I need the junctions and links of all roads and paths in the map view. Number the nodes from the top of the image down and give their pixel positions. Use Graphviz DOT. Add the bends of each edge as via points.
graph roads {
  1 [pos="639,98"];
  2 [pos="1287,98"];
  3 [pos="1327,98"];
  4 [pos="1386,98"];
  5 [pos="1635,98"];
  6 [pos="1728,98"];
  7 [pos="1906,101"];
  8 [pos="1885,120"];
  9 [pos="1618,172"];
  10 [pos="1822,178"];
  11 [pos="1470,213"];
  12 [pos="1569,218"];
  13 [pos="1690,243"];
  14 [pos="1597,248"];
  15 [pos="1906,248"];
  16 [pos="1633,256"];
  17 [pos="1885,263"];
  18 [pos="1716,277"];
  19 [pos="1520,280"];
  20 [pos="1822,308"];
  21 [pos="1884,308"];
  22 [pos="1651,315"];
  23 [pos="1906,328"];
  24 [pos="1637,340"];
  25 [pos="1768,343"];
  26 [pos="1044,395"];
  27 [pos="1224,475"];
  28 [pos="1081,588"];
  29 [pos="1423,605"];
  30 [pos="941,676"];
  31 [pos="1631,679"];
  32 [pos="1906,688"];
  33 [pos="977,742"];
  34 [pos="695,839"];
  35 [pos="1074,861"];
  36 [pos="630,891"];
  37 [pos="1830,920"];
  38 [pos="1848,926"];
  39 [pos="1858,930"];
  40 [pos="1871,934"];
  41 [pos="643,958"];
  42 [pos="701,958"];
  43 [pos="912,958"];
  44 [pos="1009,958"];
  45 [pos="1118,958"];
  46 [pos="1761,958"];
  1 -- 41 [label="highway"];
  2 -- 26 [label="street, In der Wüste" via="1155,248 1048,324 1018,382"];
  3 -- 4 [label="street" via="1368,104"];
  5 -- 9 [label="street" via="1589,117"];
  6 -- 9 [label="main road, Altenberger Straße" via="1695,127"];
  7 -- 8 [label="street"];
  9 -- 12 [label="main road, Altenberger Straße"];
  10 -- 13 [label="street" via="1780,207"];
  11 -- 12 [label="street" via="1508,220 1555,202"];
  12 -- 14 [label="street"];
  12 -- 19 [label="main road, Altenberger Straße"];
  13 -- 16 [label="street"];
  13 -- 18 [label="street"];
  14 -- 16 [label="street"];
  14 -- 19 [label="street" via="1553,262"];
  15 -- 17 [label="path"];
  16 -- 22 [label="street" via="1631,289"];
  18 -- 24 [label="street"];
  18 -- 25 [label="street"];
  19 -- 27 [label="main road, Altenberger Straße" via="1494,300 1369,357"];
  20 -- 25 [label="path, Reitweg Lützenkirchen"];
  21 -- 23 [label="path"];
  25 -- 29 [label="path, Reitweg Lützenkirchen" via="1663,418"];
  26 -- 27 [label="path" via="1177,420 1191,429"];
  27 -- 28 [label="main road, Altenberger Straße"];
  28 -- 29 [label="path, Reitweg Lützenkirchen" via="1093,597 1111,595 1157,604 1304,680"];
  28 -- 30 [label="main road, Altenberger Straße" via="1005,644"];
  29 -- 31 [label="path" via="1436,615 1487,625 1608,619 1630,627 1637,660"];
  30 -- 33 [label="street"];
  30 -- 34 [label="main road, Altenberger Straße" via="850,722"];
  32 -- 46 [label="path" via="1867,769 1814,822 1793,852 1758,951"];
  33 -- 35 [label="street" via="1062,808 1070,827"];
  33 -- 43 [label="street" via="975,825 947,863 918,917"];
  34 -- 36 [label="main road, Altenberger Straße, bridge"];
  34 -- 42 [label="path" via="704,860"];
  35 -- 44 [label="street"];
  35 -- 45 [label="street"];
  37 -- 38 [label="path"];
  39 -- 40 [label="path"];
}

- _AIM OF THE TASK_
Show the lines of the records above that mention "Lützenkirchen".

- _REPLY TO THE EXERCISE_
  20 -- 25 [label="path, Reitweg Lützenkirchen"];
  25 -- 29 [label="path, Reitweg Lützenkirchen" via="1663,418"];
  28 -- 29 [label="path, Reitweg Lützenkirchen" via="1093,597 1111,595 1157,604 1304,680"];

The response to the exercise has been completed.